The fauna of Africa are all the animals living in Africa and its surrounding seas and islands. The more characteristic African fauna are found in the Afro-tropical realm.[1] Lying almost entirely within the tropics, and stretching equally north and south of the equator creates favorable conditions for variety and abundance of wildlife. Africa is home to many of the world's most recognizable fauna such as lions‚ rhinoceroses‚ cheetahs‚ giraffes‚ antelope, hippopotamuses, leopards, zebras‚ and elephants, among many others.
Origins and history of African fauna
Whereas the earliest traces of life in fossil record of Africa date back to the earliest times,[2] the formation of African fauna as we know it today, began with the splitting up of the Gondwana supercontinent in the mid-Mesozoic era.
After that, four to six faunal assemblages, the so-called African Faunal Strata (AFSs) can be distinguished. The isolation of Africa was broken intermittently by discontinuous "filter routes" that linked it to some other Gondwanan continents (Madagascar, South America, and perhaps India), but mainly to Laurasia. Interchanges with Gondwana were rare and mainly "out-of-Africa" dispersals, whereas interchanges with Laurasia were numerous and bidirectional, although mainly from Laurasia to Africa. Despite these connections, isolation resulted in remarkable absences, poor diversity, and emergence of endemic taxa in Africa.[3] Madagascar separated from continental Africa during the break-up of Gondwanaland early in the Cretaceous, but was probably connected to the mainland again in the Eocene.[4]
The first Neogene faunal interchange took place in the Middle Miocene (the introduction of Myocricetodontinae, Democricetodontinae, and Dendromurinae).[5] A major terrestrial faunal exchange between North Africa and Europe began at about 6.1 Ma, some 0.4 Myr before the beginning of the Messinian salinity crisis[6](for example introduction of Murinae, immigrants from southern Asia)[7]

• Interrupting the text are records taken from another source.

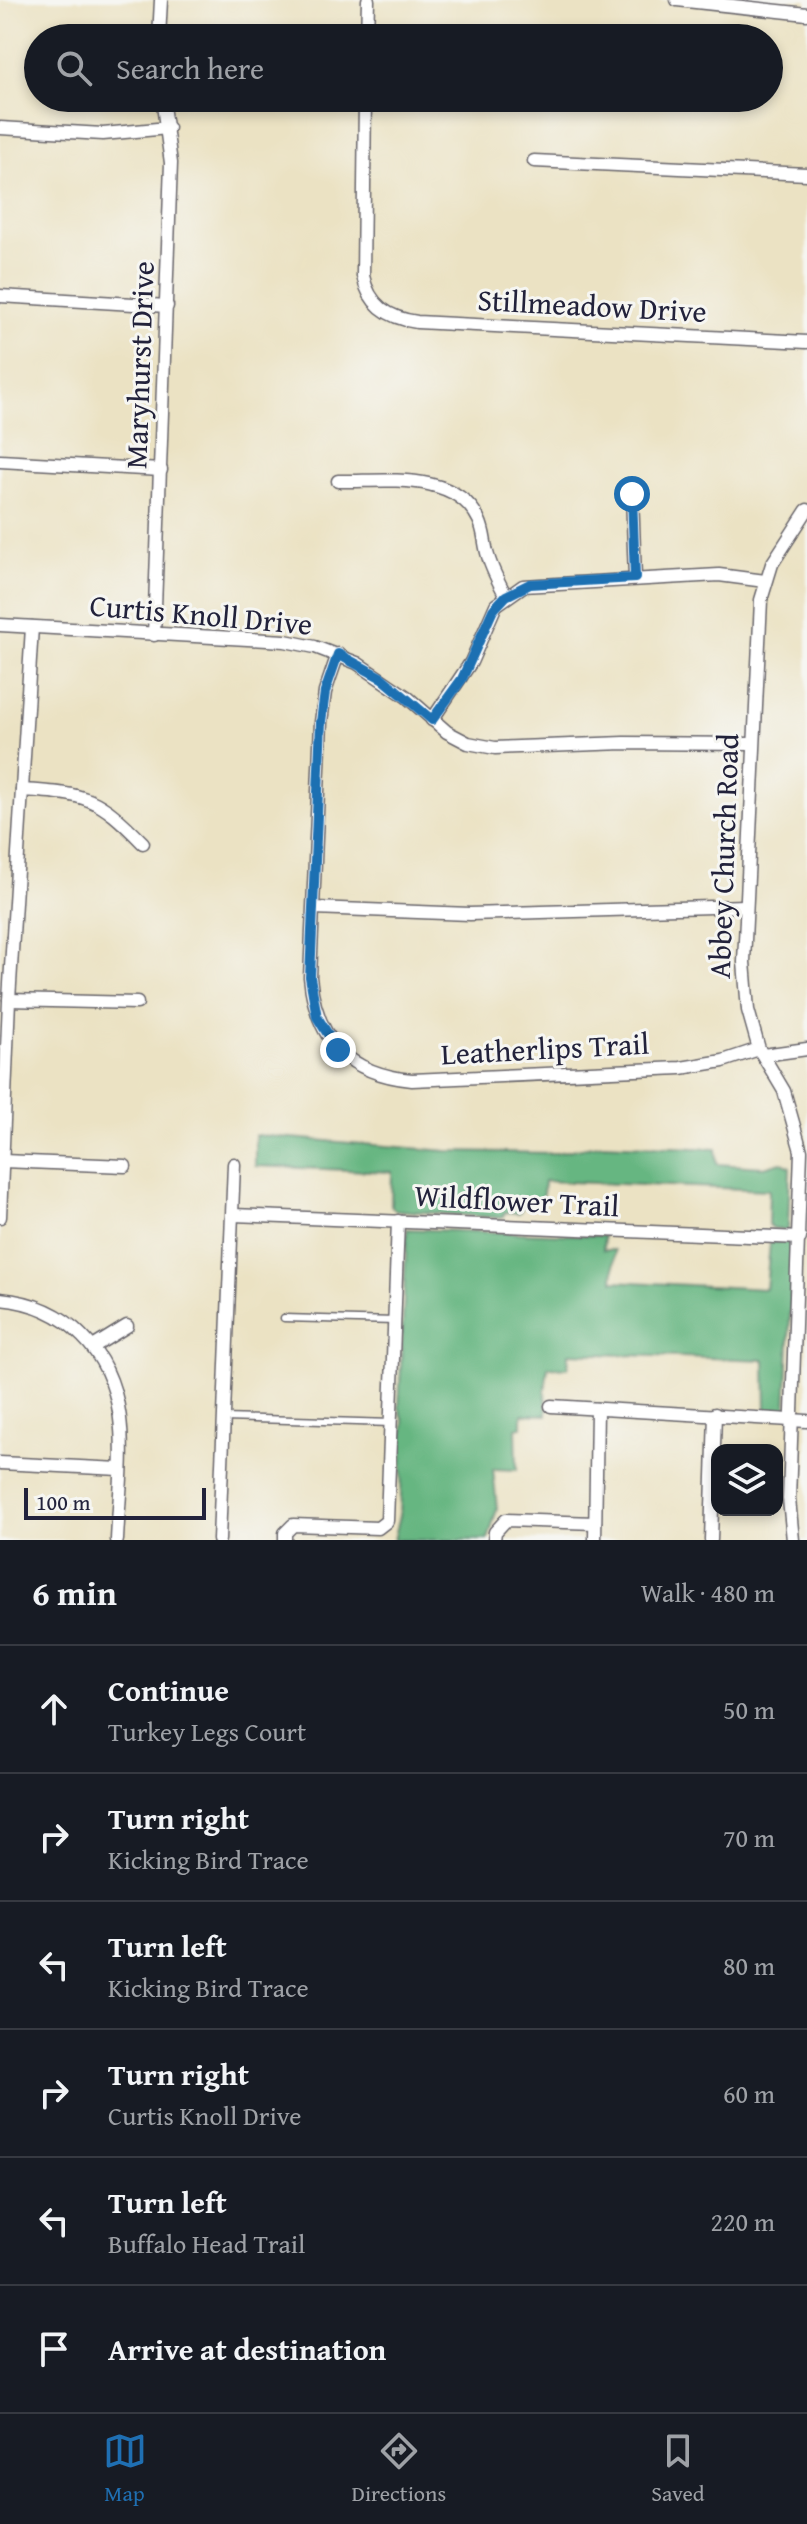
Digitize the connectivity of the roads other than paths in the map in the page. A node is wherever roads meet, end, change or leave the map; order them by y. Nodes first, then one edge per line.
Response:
1 (161, 0) edge
2 (368, 0) edge
3 (677, 0) edge
4 (807, 14) edge
5 (160, 24) edge
6 (367, 24) edge
7 (165, 112) edge
8 (365, 112) edge
9 (0, 128) edge
10 (168, 128) junction
11 (534, 161) dead end
12 (807, 174) edge
13 (0, 296) edge
14 (167, 306) junction
15 (807, 342) edge
16 (0, 461) edge
17 (161, 470) junction
18 (338, 481) dead end
19 (632, 494) dead end
20 (807, 510) edge
21 (635, 578) junction
22 (765, 581) junction
23 (506, 596) junction
24 (0, 625) edge
25 (32, 627) junction
26 (154, 635) junction
27 (338, 654) junction
28 (432, 720) junction
29 (752, 744) junction
30 (22, 790) junction
31 (143, 843) dead end
32 (745, 906) junction
33 (314, 908) junction
34 (9, 1000) junction
35 (137, 1003) dead end
36 (807, 1049) edge
37 (761, 1052) junction
38 (3, 1161) junction
39 (234, 1164) dead end
40 (125, 1166) dead end
41 (804, 1185) edge
42 (233, 1215) junction
43 (0, 1217) edge
44 (398, 1221) junction
45 (800, 1238) junction
46 (0, 1299) edge
47 (284, 1318) dead end
48 (395, 1321) junction
49 (127, 1326) dead end
50 (93, 1347) junction
51 (551, 1406) dead end
52 (597, 1409) junction
53 (715, 1414) junction
54 (224, 1418) junction
55 (792, 1420) junction
56 (807, 1421) edge
57 (392, 1423) junction
58 (0, 1463) edge
59 (120, 1469) junction
60 (595, 1523) junction
61 (807, 1532) edge
62 (792, 1538) edge
63 (117, 1540) edge
64 (219, 1540) edge
65 (285, 1540) edge
66 (494, 1540) edge
67 (595, 1540) edge
68 (711, 1540) edge

1 - 5 street
2 - 6 street
3 - 4 street
7 - 10 street, Maryhurst Drive
8 - 15 street, Stillmeadow Drive
9 - 10 street
10 - 14 street, Maryhurst Drive
11 - 12 street
13 - 14 street
14 - 17 street, Maryhurst Drive
16 - 17 street
17 - 26 street, Maryhurst Drive
18 - 23 street
19 - 21 street
20 - 22 street, Abbey Church Road
21 - 22 street
21 - 23 street
22 - 29 street, Abbey Church Road
23 - 28 street
24 - 25 street, Curtis Knoll Drive
25 - 26 street, Curtis Knoll Drive
25 - 30 street
26 - 27 street, Curtis Knoll Drive
27 - 28 street, Curtis Knoll Drive
27 - 33 street
28 - 29 street, Curtis Knoll Drive
29 - 32 street, Abbey Church Road
30 - 31 street
30 - 34 street
32 - 33 street
32 - 37 street, Abbey Church Road
33 - 37 street, Leatherlips Trail
34 - 35 street
34 - 38 street
36 - 37 street, Leatherlips Trail
37 - 41 street, Abbey Church Road
38 - 40 street
38 - 43 street
39 - 42 street
41 - 45 street, Abbey Church Road
42 - 44 street, Wildflower Trail
42 - 54 street
44 - 45 street, Wildflower Trail
44 - 48 street
45 - 55 street, Abbey Church Road
46 - 50 street
47 - 48 lane
48 - 57 street
49 - 50 street
50 - 59 street
51 - 52 street
52 - 53 street
52 - 60 street
53 - 55 street
53 - 68 street
54 - 57 lane
54 - 64 street
55 - 56 street
55 - 62 street, Abbey Church Road
57 - 65 street
58 - 59 street
59 - 63 street
60 - 66 street
60 - 67 street
61 - 62 street

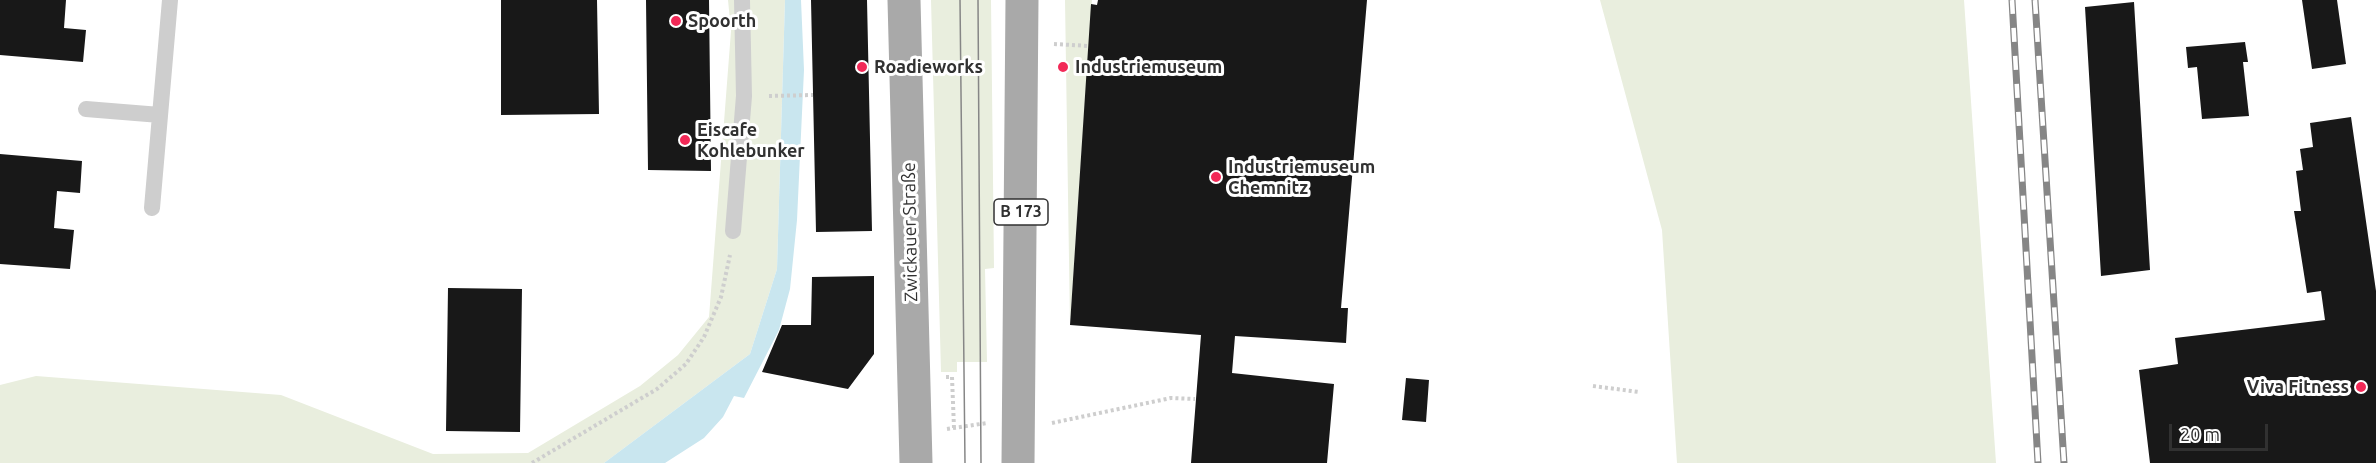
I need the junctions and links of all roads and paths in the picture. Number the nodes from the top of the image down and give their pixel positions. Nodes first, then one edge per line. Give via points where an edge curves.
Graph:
1 (170, 0) edge
2 (742, 0) edge
3 (904, 0) edge
4 (1022, 0) edge
5 (1050, 44) dead end
6 (1089, 46) dead end
7 (813, 95) dead end
8 (744, 96) junction
9 (86, 109) dead end
10 (160, 115) junction
11 (152, 208) dead end
12 (733, 231) joint
13 (1593, 386) dead end
14 (1639, 392) dead end
15 (1195, 399) dead end
16 (1019, 423) junction
17 (914, 430) junction
18 (532, 463) edge
19 (916, 463) edge
20 (1018, 463) edge

1 - 10 lane
2 - 8 lane
3 - 17 main road, Zwickauer Straße
4 - 16 main road, B 173
5 - 6 path
7 - 8 path
8 - 12 lane
9 - 10 lane
10 - 11 lane
12 - 18 path via 721,297 704,337 686,364 657,389
13 - 14 path
15 - 16 path via 1171,398 1046,424
16 - 17 path
16 - 20 main road, B 173
17 - 19 main road, Zwickauer Straße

During the early Tertiary, Africa was covered by a vast evergreen forest inhabited by an endemic forest fauna with many types common to southern Asia. In the Pliocene the climate became dry and most of the forest was destroyed, the forest animals taking refuge in the remaining forest islands. At the same time a broad land-bridge connected Africa with Asia and there was a great invasion of animals of the steppe fauna into Africa. At the beginning of the Pleistocene a moist period set in and much of the forest was renewed while the grassland fauna was divided and isolated, as the forest fauna had previously been. The present forest fauna is therefore of double origin, partly descended of the endemic fauna and partly from steppe forms that adapted themselves to forest life, while the present savanna fauna is similarly explained. The isolation in past times has resulted in the presence of closely related subspecies in widely separated regions[8][9] Africa, where humans originated, shows much less evidence of loss in the Pleistocene megafaunal extinction, perhaps because co-evolution of large animals alongside early humans provided enough time for them to develop effective defenses.[10] Its situation in the tropics spared it also from Pleistocene glaciations and the climate has not changed much.[11]
The soil animal communities tropical Africa are poorly known. A few ecological studies have been undertaken on macrofauna, mainly in West Africa.[24] Earthworms are being extensively studied in West and South Africa.[25][26]
Insects
Approximately 100,000 species of insects have been described from Sub-Saharan Africa, but there are very few overviews of the fauna as a whole[27] (it has been estimated that the African insects make up about 10-20% of the global insect species richness,[28] and about 15% of new species descriptions come from Afrotropics[29]). The only endemic African insect order is Mantophasmatodea.
About 875 African species of dragonflies have been recorded.[30]
Hotspots for butterflies include the Congolian forests and the Guinean forest-savanna mosaic. Some butterflies (Hamanumida daedalus, Precis, Eurema) are grassland or savannah specialists. Many of these have very large populations and a vast range. South Africa has one of the highest proportions of Lycaenid butterflies (48%) for any region in the world with many species restricted in range. North Africa is in the Palaearctic region and has a different species assemblage.
Africa is the richest continent of freshwater fish, with about 3000 species.[37][38] The East African Great Lakes (Victoria, Malawi, and Tanganyika) are the center of biodiversity of many fish, especially cichlids (they harbor more than two-thirds of the estimated 2000 species in the family).[39] The West African coastal rivers region covers only a fraction of West Africa, but harbours 322 of West Africa's fish species, with 247 being restricted to this area and 129 being restricted to even smaller ranges. The central river's fauna comprises 194 fish species, with 119 endemics and only 33 restricted to small areas.[40] The marine diversity is greatest near the Indian Ocean shore with about 2000 species.[41]
There live (temporarily or permanently) more than 2600 bird species in Africa (about 1500 of them passerines).[45] Some 114 of them are threatened species.[46]
Of the 589 species of birds (excluding seabirds) that breed in the Palaearctic (temperate Europe and Asia), 40% spend the winter elsewhere. Of those species that leave for the winter, 98% travel south to Africa.[47]